Through the New Realities, New Solutions plan, we are further refining the proximity store concept, without having to make significant investments. Although renewing the proximity store concept is central to New Realities, New Solutions, this program has been launched after an exhaustive productivity improvement review of all RONA stores across the country. The program is composed of three major areas, and cross-functional teams are already working on them:

  1. Introducing, in Spring 2012, a new integrated digital platform, which includes the new Web site rona.ca, to orient each different type of consumer with their renovation projects and support all of our retail activities.
  2. Rolling out the new proximity store concept under the RONA banner, combining the strengths of the TOTEM model with best practices in RONA's proximity stores, in 20% of the RONA corporate store network.
    • Adapting the 20 TOTEM stores in Alberta to the new RONA proximity store concept by the first quarter of 2013.
    • In 2012 and 2013, turning 13 big-box stores into the new concept RONA proximity stores, which will involve decreasing the sales area by 30% - 50%. This area will then be rented.
    • In 2012 and 2013, redeploying the sales volume of 10 big-box stores to 15 new proximity stores that have an average area of 35,000 square feet and to 10 new satellite stores of 5,000 to 20,000 square feet based on the model successfully tested in 2011 in Georgetown, Ontario and Granby, Quebec. These stores will be closed when the redeployment of the sales volume has been completed.
  3. Continued development of the commercial and professional segment by optimizing recent investments, opening 9 new complementary sales outlets and seeking out potential acquisitions in this still very fragmented market.
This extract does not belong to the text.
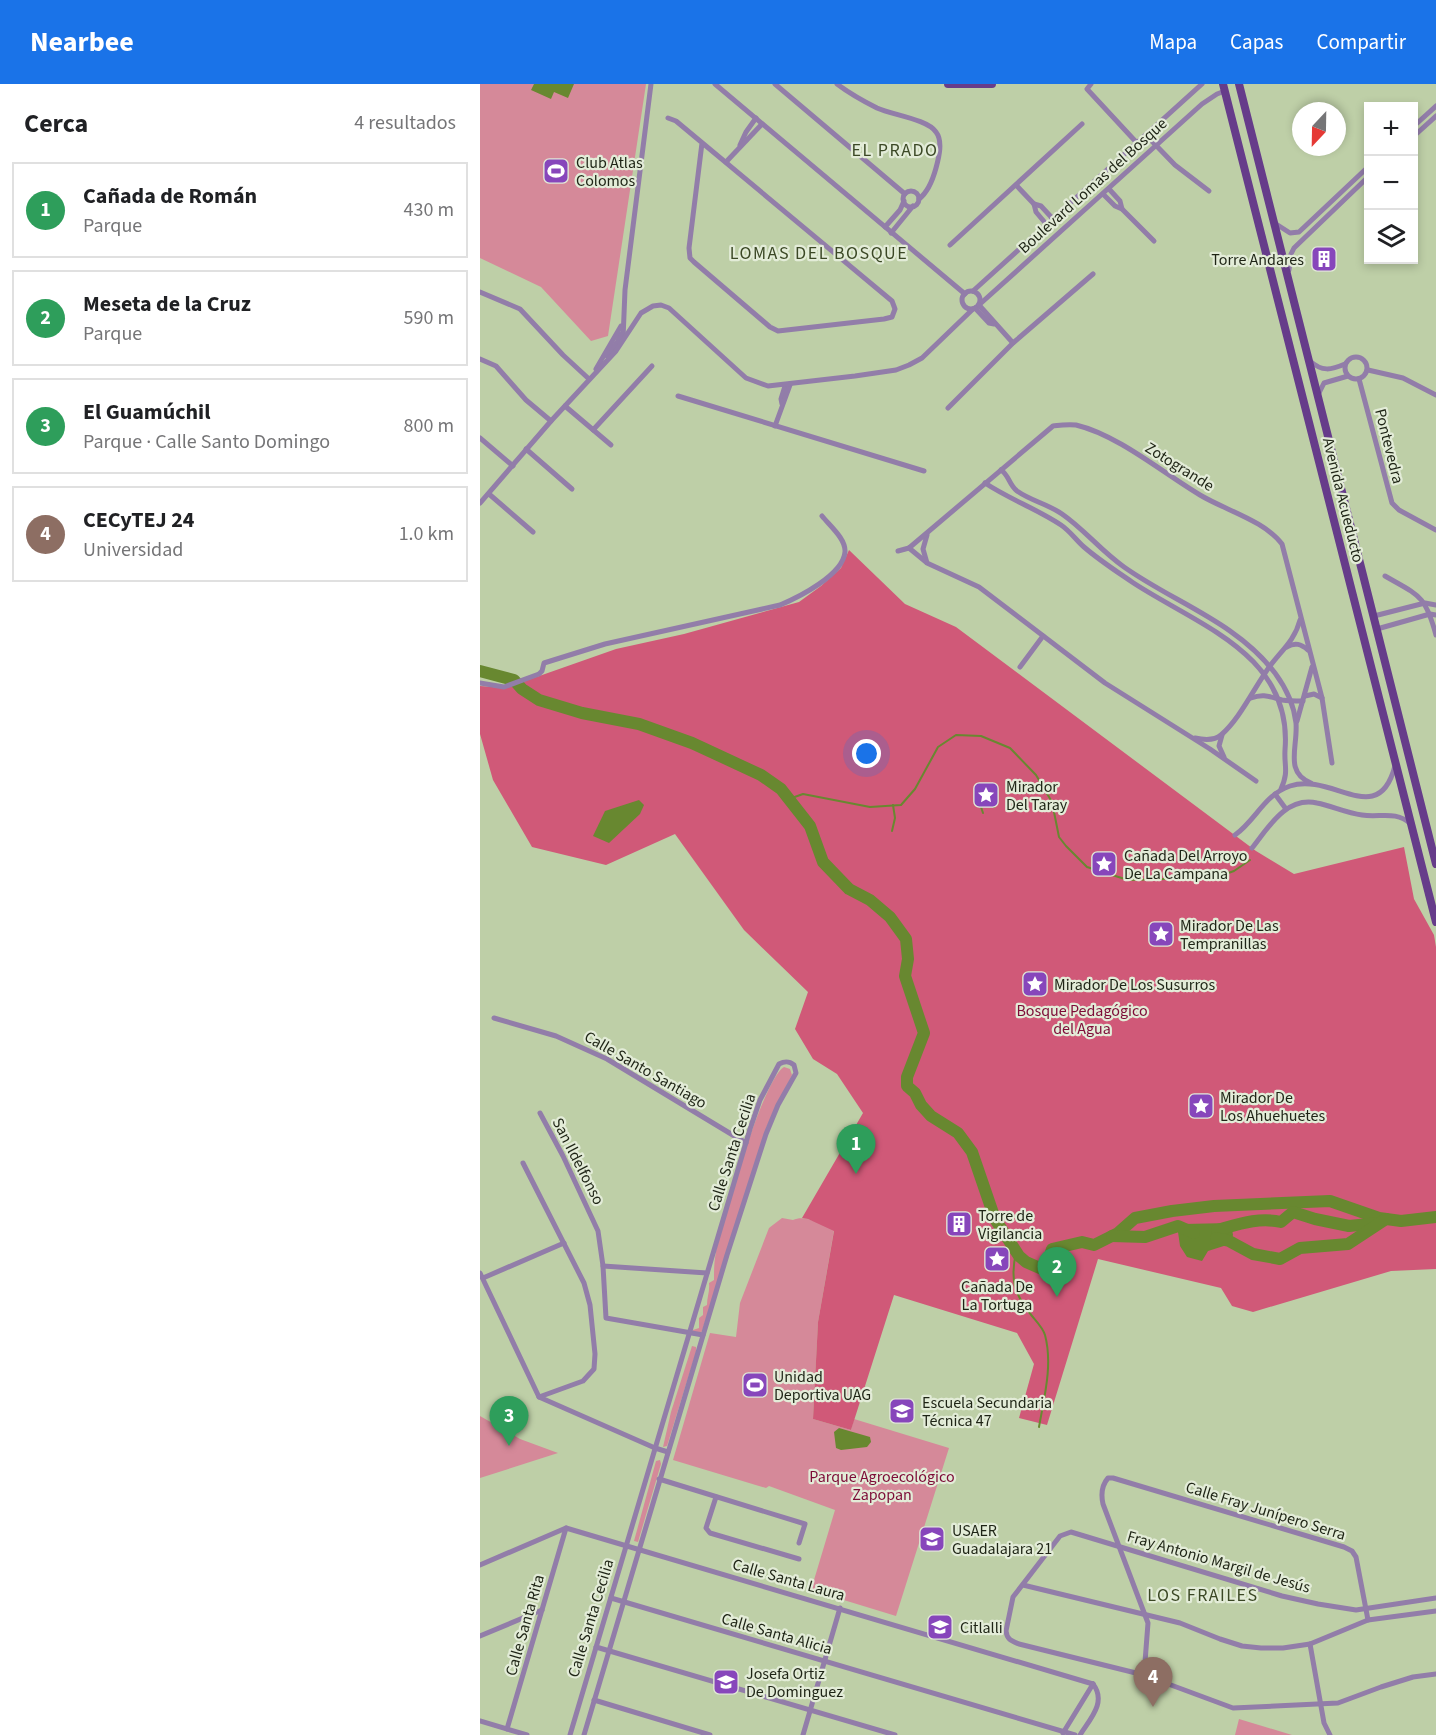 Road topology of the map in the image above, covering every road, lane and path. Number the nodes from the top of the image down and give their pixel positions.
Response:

The new concept will also be applied to all future renovation, expansion and development projects for the proximity stores in the RONA corporate, franchise and affiliate network. The plan will also be important in recruiting dealers who will be able to benefit from RONA's expertise in applying the new proximity store and satellite store concept, as well as its succession program, which leads the way in the renovation and construction industry. Since these projects involve major changes, they will be completed in fiscal 2012 and 2013. The positive financial impacts should, however, start to materialize in fourth quarter 2012.

These projects will also be augmented by accelerated regional development through the investment of more than $60 million by our RONA dealer-owners. Such initiatives add more than 200,000 square feet to the RONA network. Five new affiliate and franchise stores of 25,000 - 50,000 square feet are already under construction.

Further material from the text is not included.